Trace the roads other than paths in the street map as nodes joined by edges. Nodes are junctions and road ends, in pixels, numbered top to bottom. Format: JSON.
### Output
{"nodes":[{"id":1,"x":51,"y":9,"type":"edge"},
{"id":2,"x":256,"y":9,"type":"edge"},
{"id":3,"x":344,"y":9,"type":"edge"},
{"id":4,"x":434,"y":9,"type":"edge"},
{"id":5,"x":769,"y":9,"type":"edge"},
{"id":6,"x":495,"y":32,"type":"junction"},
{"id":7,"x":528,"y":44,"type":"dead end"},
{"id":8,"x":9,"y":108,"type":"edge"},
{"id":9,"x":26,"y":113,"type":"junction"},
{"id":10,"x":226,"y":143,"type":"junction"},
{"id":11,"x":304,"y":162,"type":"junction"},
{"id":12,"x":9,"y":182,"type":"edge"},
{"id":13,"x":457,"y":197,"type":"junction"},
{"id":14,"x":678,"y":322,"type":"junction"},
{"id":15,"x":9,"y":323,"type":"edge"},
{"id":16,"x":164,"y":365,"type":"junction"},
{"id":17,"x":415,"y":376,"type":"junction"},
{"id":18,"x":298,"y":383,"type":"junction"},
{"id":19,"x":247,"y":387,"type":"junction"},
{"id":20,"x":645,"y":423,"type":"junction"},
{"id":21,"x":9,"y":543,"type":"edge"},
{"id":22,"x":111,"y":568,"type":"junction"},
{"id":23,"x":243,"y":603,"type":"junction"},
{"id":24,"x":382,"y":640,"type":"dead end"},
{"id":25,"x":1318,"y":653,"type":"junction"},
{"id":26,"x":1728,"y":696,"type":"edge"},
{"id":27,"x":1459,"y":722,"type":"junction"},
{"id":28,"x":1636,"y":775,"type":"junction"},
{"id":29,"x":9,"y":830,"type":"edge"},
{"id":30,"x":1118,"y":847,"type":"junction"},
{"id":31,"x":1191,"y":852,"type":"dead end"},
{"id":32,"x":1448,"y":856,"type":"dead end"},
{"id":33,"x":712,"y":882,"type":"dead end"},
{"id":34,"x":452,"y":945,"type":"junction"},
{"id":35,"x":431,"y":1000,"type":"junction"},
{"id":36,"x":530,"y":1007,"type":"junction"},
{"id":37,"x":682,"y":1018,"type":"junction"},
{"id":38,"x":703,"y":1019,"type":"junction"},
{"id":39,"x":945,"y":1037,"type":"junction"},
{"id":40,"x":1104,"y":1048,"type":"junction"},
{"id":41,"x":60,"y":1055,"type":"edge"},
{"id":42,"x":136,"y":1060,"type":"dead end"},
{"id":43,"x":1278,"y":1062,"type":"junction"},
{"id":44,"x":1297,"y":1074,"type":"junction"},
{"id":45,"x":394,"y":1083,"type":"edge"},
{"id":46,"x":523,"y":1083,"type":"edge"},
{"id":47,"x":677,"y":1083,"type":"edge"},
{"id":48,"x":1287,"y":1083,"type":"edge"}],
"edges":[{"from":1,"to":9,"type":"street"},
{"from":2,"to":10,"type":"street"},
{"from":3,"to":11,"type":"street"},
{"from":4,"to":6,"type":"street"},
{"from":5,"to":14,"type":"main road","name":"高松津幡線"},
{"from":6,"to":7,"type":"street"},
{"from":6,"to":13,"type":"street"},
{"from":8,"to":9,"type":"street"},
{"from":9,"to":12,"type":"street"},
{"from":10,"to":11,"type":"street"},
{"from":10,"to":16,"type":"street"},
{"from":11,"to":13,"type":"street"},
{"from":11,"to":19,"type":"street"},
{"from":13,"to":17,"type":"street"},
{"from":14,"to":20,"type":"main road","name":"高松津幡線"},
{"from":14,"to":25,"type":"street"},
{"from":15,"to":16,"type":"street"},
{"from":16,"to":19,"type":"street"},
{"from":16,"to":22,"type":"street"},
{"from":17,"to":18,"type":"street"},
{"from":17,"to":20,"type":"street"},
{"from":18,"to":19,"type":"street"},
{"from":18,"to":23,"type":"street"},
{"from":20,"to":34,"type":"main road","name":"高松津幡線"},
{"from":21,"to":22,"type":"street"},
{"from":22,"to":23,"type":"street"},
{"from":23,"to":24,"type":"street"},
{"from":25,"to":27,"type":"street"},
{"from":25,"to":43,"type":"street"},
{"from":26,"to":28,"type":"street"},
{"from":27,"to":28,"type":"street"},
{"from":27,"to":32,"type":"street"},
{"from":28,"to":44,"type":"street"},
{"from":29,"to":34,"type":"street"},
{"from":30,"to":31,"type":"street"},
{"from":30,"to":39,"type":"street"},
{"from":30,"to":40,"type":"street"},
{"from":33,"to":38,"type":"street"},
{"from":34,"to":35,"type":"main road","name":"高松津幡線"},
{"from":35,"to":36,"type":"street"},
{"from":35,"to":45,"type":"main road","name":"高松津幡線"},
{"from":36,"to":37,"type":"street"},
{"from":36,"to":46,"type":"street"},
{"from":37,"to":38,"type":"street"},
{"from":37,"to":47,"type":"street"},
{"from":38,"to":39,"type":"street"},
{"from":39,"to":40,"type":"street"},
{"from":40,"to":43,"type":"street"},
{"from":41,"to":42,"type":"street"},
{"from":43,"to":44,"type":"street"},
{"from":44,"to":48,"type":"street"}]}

-.-.-

_EXERCISE PROMPT_
Only the number is needed. Say how many lines of the entries contain "name".

_RESPONSE TO THIS TASK_
5